#### SOURCE MATERIAL

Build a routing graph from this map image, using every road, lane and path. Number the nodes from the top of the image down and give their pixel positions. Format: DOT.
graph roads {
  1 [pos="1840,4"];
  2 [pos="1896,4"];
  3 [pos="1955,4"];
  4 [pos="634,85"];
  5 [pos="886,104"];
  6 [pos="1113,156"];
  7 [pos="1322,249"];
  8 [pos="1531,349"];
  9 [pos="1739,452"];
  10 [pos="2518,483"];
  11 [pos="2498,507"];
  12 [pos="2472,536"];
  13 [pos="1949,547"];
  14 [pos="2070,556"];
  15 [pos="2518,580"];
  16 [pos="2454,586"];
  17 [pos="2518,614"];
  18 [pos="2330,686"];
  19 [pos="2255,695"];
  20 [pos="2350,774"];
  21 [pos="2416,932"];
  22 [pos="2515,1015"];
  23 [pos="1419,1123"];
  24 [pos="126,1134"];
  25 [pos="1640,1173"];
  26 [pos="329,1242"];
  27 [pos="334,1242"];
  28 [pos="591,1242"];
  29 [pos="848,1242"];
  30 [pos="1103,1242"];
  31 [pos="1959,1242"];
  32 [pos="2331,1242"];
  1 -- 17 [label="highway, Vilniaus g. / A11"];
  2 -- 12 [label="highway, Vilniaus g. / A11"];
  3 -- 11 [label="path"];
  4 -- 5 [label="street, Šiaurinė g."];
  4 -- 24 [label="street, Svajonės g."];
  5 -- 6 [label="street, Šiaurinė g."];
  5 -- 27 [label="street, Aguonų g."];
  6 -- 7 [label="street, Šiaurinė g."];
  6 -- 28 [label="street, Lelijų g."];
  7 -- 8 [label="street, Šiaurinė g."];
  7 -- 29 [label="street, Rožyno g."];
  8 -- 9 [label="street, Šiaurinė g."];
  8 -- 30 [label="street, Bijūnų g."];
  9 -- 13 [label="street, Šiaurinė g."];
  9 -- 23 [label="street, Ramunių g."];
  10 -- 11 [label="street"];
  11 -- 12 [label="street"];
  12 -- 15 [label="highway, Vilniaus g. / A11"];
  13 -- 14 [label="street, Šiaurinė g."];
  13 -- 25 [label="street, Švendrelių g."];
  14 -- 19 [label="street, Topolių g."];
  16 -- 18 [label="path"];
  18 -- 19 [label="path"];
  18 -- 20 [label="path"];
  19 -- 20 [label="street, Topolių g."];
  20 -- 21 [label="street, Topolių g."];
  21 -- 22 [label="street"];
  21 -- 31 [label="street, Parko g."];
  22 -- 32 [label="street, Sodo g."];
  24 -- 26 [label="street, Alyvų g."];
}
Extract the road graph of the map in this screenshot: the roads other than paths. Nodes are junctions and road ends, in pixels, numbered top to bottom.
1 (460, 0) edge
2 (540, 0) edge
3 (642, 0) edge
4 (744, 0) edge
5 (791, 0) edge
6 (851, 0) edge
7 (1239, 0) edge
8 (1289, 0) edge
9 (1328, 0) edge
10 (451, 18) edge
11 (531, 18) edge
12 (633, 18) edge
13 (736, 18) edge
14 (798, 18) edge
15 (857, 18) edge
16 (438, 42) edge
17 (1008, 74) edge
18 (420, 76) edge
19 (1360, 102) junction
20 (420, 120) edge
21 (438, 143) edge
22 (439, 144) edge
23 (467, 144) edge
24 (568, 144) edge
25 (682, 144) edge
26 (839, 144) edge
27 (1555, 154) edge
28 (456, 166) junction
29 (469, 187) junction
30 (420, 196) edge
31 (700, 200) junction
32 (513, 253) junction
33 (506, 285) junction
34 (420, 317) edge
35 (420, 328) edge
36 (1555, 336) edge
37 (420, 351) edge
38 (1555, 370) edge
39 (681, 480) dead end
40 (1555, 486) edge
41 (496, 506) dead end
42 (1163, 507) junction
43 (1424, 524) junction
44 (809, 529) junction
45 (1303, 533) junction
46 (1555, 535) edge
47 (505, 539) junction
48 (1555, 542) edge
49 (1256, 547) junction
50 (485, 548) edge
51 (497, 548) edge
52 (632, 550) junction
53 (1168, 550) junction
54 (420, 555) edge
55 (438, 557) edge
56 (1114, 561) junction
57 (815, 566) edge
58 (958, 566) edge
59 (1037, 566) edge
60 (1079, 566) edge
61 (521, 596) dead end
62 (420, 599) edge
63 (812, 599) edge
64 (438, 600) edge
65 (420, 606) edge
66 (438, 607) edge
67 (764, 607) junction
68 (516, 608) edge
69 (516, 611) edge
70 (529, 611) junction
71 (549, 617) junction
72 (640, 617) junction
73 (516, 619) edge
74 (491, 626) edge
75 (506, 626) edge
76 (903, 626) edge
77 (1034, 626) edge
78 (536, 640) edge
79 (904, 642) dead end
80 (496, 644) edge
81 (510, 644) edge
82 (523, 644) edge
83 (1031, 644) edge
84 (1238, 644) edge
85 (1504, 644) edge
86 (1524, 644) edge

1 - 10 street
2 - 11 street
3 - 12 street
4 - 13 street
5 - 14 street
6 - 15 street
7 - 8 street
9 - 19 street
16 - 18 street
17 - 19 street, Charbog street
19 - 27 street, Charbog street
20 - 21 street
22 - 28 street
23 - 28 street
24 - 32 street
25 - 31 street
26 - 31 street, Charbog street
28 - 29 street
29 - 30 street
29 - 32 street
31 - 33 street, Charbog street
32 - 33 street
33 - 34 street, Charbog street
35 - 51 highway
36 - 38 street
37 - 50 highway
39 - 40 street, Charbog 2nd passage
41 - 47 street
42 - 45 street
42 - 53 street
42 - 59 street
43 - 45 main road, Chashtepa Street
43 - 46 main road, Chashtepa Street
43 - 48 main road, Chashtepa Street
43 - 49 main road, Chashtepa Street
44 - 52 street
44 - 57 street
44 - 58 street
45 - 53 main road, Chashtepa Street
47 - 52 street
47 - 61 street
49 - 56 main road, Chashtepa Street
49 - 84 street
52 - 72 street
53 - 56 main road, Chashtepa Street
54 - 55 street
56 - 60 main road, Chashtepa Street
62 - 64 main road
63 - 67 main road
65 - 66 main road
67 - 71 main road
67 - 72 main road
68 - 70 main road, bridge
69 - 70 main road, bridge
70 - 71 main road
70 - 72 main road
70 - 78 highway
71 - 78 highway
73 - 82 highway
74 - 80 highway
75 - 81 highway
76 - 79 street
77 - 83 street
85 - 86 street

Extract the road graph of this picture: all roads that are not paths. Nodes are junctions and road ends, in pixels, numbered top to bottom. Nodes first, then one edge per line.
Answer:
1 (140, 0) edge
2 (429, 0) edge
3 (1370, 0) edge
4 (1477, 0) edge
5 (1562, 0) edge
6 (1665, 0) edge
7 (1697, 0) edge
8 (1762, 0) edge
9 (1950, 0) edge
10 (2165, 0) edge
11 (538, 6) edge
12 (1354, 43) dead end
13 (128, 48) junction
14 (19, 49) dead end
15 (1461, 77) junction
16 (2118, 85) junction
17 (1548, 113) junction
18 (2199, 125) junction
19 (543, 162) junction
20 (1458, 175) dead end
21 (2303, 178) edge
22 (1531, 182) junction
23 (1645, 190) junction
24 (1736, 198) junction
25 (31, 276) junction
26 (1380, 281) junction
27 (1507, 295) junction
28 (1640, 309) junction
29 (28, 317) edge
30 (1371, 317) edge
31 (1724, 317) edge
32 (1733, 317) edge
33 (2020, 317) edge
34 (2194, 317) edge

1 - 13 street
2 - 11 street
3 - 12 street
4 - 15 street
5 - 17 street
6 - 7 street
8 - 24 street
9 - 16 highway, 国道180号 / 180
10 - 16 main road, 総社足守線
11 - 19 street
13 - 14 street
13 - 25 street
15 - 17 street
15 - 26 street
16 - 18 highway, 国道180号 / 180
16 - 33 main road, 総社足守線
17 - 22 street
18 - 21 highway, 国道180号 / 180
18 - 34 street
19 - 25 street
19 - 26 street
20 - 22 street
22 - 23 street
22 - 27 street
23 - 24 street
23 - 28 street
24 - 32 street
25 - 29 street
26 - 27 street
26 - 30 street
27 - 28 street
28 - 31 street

#### WHAT YOU HAVE TO DO
Whenever "roads" occurs in a line above, copy that line.

#### WRITTEN ANSWER
graph roads {
Extract the road graph of the map in this screenshot: the roads other than paths. Nodes are junctions and road ends, in pixels, numbered top to bottom.
Extract the road graph of this picture: all roads that are not paths. Nodes are junctions and road ends, in pixels, numbered top to bottom. Nodes first, then one edge per line.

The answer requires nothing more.